Berlin taz | „Das“, sagt Karsten Smid, Klimaexperte der Umweltorganisation Greenpeace, „ist der Fukushima-Moment der fossilen Energien.“ Er glaubt, oder besser: hofft, dass die durch Starkregen verursachten Überschwemmungen mit mehr als 100 Toten zu einem schnellen und konsequenten Ausstieg aus Kohle, Öl und Gas führen – ähnlich wie die Reaktorkatas­trophe in Japan 2011, die zum Verzicht auf Atomkraft führte.

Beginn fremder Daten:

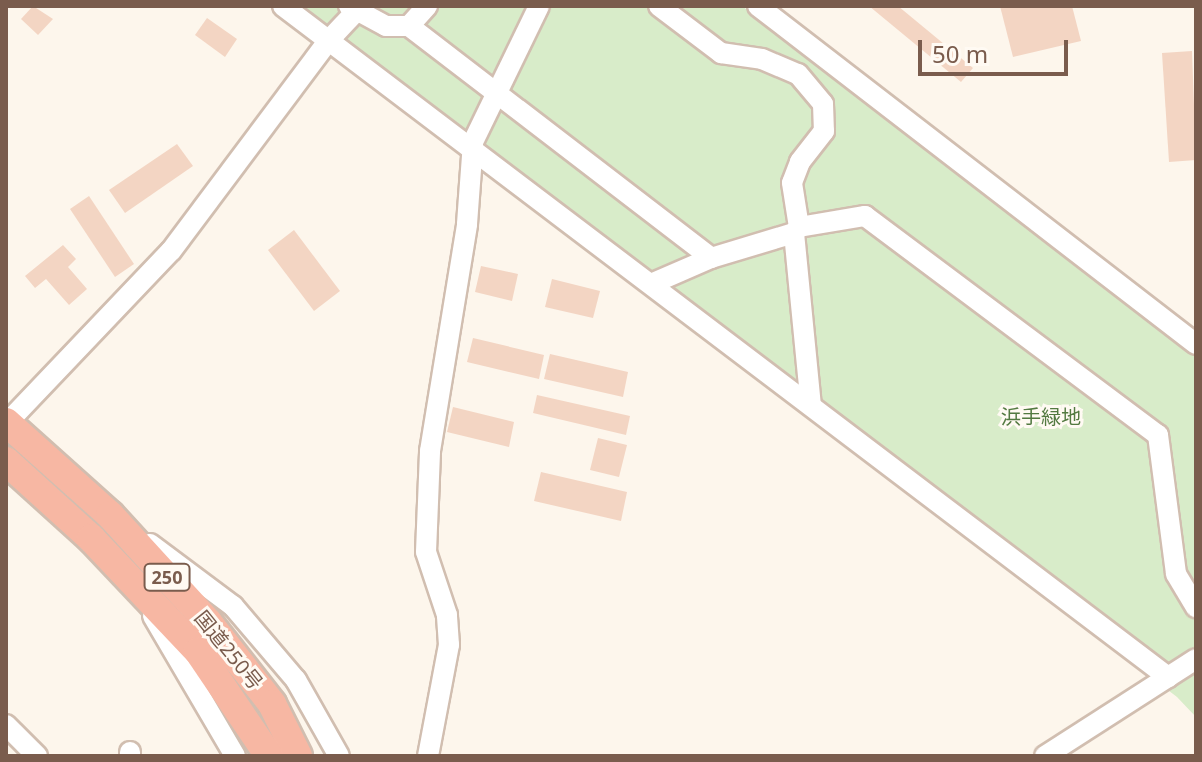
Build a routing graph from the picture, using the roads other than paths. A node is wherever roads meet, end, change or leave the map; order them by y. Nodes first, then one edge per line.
1 (283, 6) edge
2 (427, 6) edge
3 (539, 6) edge
4 (659, 6) edge
5 (758, 6) edge
6 (355, 8) edge
7 (409, 26) junction
8 (328, 41) junction
9 (500, 93) junction
10 (472, 150) junction
11 (797, 230) junction
12 (711, 258) junction
13 (651, 284) junction
14 (1196, 344) edge
15 (811, 405) junction
16 (6, 423) edge
17 (6, 461) edge
18 (110, 515) junction
19 (135, 585) junction
20 (1196, 607) edge
21 (1196, 659) edge
22 (1168, 677) junction
23 (6, 725) edge
24 (6, 749) edge
25 (33, 754) edge
26 (235, 756) edge
27 (269, 756) edge
28 (298, 756) edge
29 (339, 756) edge
30 (428, 756) edge
31 (1045, 756) edge

1 - 8 street
2 - 7 street
3 - 9 street
4 - 11 street
5 - 14 street
6 - 7 street
6 - 8 street
7 - 9 street
8 - 10 street
8 - 16 street
9 - 10 street
9 - 12 street
10 - 13 street
10 - 30 street
11 - 12 street
11 - 15 street
11 - 20 street
12 - 13 street
13 - 15 street
15 - 22 street
16 - 18 highway, 国道250号 / 250
17 - 19 highway, 国道250号 / 250
18 - 28 highway, 国道250号 / 250
18 - 29 street
19 - 26 street
19 - 27 highway, 国道250号 / 250
21 - 22 street
22 - 31 street
23 - 25 street
24 - 25 street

Denn dass der Klimawandel das Wetter stärker ausschlagen lässt, ist in der Wissenschaft weitgehend Konsens. „Schon vor über 30 Jahren haben Klimamodelle vorhergesagt, dass Extremniederschläge häufiger werden, während Tage mit schwachem Regen seltener werden“, sagt Professor Stefan Rahmstorf vom Potsdam-Institut für Klimafolgenforschung. „Das ist eine Folge der Physik: Pro Grad Erwärmung kann die Luft 7 Prozent mehr Wasserdampf aufnehmen und dann auch abregnen.“ Umweltschützer kritisieren, dass die bisher weltweit vereinbarten Reduktionen des Treibhausgas-Ausstoßes nicht reichten, um die Erderhitzung auf 1,5 Grad zu begrenzen. Ab dieser Marke sind die Auswirkungen des Klimawandels deutlich größer.

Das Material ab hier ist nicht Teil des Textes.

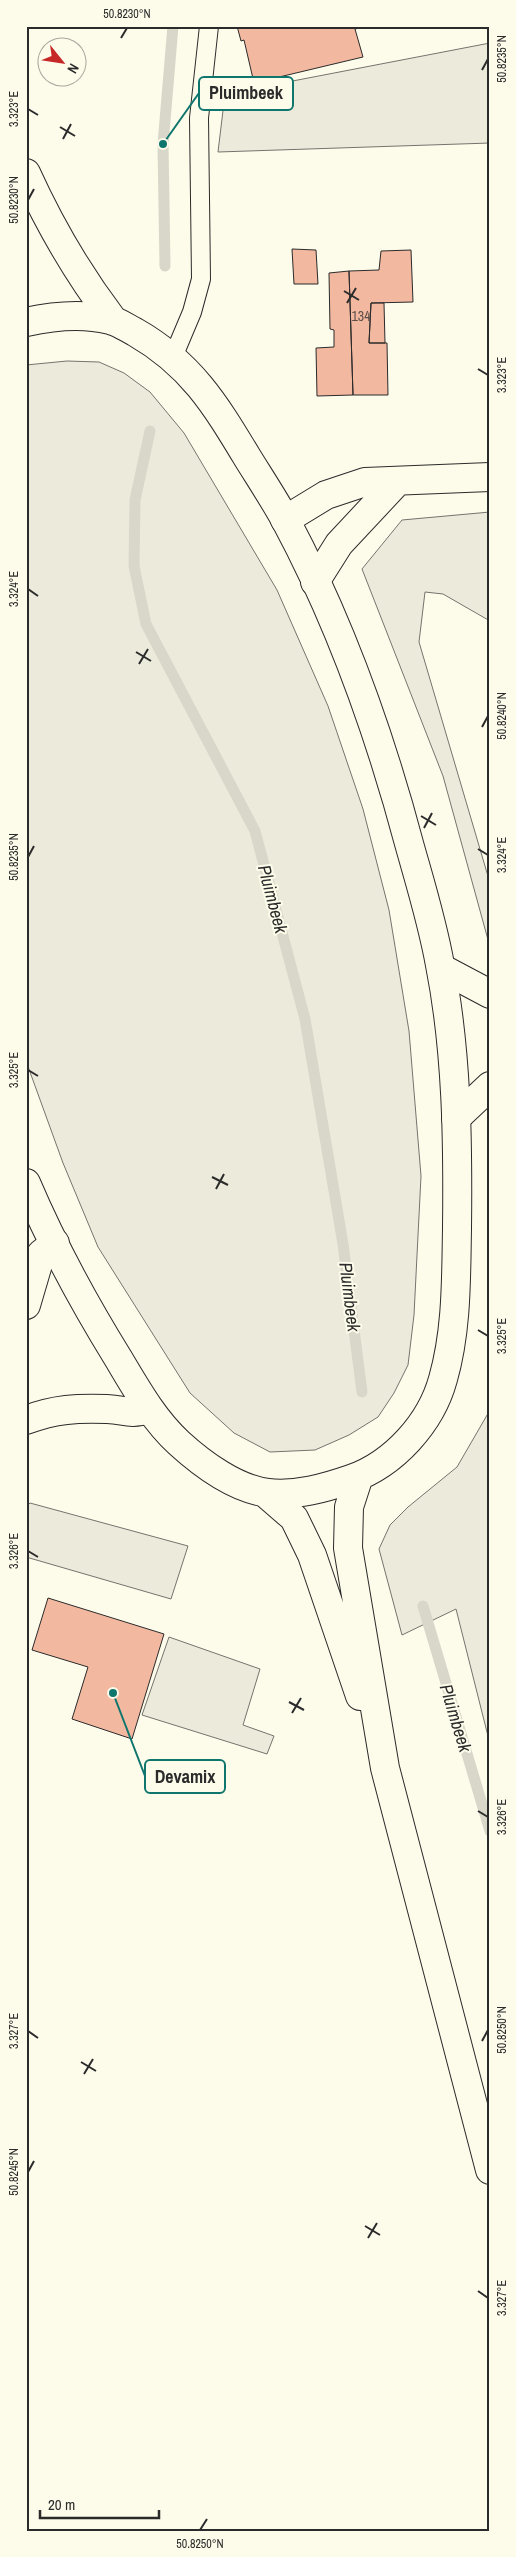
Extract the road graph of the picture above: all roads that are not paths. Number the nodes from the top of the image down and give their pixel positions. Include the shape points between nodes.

Auch Deutschland hat sich Kritikern zufolge bisher zu wenig an die Erderhitzung angepasst. Die konventionellen Ansätze zum Schutz vor extremen Niederschlägen reichten nicht aus, warnt etwa Boris Lehmann, Professor für Wasserbau und Hydraulik an der Technischen Universität Darmstadt. „Das zeigen uns die aktuellen schlimmen Folgen solcher Ereignisse.“

Besonders dringend muss etwas in Tälern geschehen, die sehr stark von Überschwemmungen gefährdet sind. „Wir müssen in bestimmten Städten in Tallagen Umsiedlungen vornehmen. In der Klimakrise, in der wir stecken, sind manche Häuser und Ortschaften nicht mehr haltbar“, warnt Greenpeace-Aktivist Smid. „Wir müssen sie für unbewohnbar erklären.“

„Dörfer, Städte und Landschaften sollten wie Schwämme konzipiert werden“, rät Christian Kuhlicke, Professor am Helmholtz-Zentrum für Umweltforschung in Leipzig. „Jeder Kubikmeter Wasser, der nicht über die Kanalisation in Flüsse eingeleitet wird, trägt zur Abflachung von Hochwasserwellen bei.“ Begrünte Dächer zum Beispiel könnten dazu beitragen, aber auch mehr offene, also nicht etwa durch Asphalt versiegelte Flächen. Außerdem mehr Bäume, mehr Auen oder mehr Kuhlen in Parks, die Wasser speichern können. Möglich seien auch unterirdische Speicherhallen.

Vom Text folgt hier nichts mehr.